Ma per Faraone non c'è nessun esodo di docenti del Meridione

Il sottosegretario Davide Faraone

ROMA - «Facciamo un pò di chiarezza sulla mobilità dei docenti. Penso sia doverosa nei confronti del mondo della scuola ma anche dei non 'addetti ai lavorì che in questi giorni vedono rispuntare sulle pagine di qualche giornale, così come avvenuto l’estate scorsa, storie di 'insegnanti deportatì. I numeri di quest’anno ci raccontano una storia diversa": così sul suo profilo Facebook il sottosegretario all’Istruzione Davide Faraone.

 


«Abbiamo realizzato - spiega - il più grande piano di assunzioni nella storia della scuola italiana, dando stabilità e certezza alla categoria professionale dei docenti.
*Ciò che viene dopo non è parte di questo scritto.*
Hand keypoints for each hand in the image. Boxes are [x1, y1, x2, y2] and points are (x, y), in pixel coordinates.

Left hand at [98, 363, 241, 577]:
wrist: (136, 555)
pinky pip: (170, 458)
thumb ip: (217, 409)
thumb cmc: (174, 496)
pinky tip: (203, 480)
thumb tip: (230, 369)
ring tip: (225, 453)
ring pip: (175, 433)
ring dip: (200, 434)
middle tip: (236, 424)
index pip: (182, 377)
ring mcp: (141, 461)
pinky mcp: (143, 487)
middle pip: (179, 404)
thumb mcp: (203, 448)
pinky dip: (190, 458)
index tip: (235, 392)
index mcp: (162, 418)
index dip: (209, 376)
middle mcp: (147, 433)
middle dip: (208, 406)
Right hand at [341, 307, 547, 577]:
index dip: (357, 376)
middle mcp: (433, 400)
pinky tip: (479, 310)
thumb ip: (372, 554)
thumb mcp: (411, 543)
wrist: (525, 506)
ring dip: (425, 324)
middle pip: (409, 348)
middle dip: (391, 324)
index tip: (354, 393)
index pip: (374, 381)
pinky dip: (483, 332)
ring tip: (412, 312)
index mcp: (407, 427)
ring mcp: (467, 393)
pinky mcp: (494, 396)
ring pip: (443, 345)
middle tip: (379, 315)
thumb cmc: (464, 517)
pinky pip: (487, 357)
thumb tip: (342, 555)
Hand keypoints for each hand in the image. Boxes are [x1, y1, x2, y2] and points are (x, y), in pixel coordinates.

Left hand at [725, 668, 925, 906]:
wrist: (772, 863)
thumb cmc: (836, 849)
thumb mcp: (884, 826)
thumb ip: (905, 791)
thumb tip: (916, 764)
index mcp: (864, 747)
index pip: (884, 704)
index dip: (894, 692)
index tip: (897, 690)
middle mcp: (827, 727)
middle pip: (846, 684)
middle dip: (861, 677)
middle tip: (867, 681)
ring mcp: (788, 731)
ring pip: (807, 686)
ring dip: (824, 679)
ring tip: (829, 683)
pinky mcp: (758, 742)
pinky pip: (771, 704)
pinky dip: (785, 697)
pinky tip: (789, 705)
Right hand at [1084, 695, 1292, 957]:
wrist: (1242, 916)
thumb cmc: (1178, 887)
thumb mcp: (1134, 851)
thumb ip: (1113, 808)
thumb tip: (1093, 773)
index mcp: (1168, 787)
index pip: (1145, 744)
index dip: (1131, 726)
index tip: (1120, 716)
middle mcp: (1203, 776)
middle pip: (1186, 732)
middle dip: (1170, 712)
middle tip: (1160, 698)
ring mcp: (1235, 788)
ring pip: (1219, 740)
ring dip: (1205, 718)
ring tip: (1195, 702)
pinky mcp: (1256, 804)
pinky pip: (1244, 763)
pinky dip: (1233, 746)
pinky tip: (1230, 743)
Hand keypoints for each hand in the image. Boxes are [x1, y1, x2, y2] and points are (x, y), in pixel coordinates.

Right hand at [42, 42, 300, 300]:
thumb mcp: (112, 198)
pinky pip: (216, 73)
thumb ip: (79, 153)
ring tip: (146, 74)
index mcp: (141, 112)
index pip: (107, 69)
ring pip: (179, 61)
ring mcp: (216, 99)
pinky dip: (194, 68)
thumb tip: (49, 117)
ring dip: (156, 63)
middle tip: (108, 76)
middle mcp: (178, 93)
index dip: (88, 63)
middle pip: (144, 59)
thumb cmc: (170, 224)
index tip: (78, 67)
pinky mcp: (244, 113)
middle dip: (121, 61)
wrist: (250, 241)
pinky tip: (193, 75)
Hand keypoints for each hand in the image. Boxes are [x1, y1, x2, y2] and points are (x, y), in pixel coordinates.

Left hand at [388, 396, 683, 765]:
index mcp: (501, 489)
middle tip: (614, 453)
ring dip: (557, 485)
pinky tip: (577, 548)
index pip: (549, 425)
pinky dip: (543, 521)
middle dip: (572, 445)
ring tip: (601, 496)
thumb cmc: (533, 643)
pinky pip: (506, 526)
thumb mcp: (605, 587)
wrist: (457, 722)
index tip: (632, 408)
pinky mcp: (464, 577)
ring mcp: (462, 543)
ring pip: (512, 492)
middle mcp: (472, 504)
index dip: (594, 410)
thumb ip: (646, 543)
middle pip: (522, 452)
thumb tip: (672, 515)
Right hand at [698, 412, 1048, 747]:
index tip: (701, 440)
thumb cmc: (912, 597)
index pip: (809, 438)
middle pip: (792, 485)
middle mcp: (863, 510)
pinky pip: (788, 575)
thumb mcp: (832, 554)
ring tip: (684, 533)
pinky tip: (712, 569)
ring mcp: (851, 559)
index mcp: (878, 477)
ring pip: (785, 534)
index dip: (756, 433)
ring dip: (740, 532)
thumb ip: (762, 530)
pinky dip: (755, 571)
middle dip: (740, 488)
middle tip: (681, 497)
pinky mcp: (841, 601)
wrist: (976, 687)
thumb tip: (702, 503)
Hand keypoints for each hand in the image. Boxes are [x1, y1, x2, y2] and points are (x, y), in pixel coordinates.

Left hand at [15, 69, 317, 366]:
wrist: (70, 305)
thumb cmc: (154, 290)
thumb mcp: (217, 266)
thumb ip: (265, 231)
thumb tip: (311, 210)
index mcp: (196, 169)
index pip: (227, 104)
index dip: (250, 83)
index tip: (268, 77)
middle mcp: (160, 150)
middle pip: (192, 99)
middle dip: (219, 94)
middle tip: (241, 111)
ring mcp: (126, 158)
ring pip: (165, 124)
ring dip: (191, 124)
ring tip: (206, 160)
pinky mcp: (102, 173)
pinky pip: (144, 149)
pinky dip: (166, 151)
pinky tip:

Abbiamo assunto a tempo indeterminato, durante l’anno appena trascorso, 90.000 docenti e altri 90.000 entreranno in ruolo nei prossimi tre anni, sia per concorso che da graduatorie a esaurimento. I movimenti di quest’anno sono fisiologici». «Prendiamo il caso della mobilità straordinaria, prevista dalla Buona Scuola. E analizziamo, per la scuola primaria, i casi di alcune regioni del Sud. Grazie a questa misura i cosiddetti 'immobilizzatì (docenti che insegnavano da anni lontano da casa e chissà quando sarebbero potuti tornare nella loro regione) rientrano: oltre 1.100 in Sicilia, circa 600 in Puglia, oltre 1.800 in Campania, quasi 540 in Calabria. A fronte di circa 800 docenti in Sicilia, circa 550 in Puglia, circa 1.500 in Campania e 400 in Calabria, che invece dovranno trasferirsi. Senza considerare che molti insegnanti oggi fuori dalla propria regione, non dovranno spostarsi perché, grazie alle assegnazioni provvisorie, andremo incontro alle loro esigenze».

 

 
«Sappiamo perfettamente - sottolinea - che spostamenti, anche se temporanei, possono turbare equilibri e creare forti disagi. Siamo solidali e lavoriamo per ridurre al minimo ogni disagio. Ma non si può non riconoscere al governo l’impegno e la volontà di dare stabilità al nostro sistema d’istruzione, senza dimenticare il ruolo e la dignità della classe degli insegnanti. Il caso dei docenti immobilizzati che grazie alla 107 potranno rientrare è la prova che stiamo facendo di tutto per concedere i trasferimenti mano a mano che i posti si liberano per i pensionamenti. È un impegno che abbiamo preso e che manterremo anche per chi oggi si vede costretto a partire».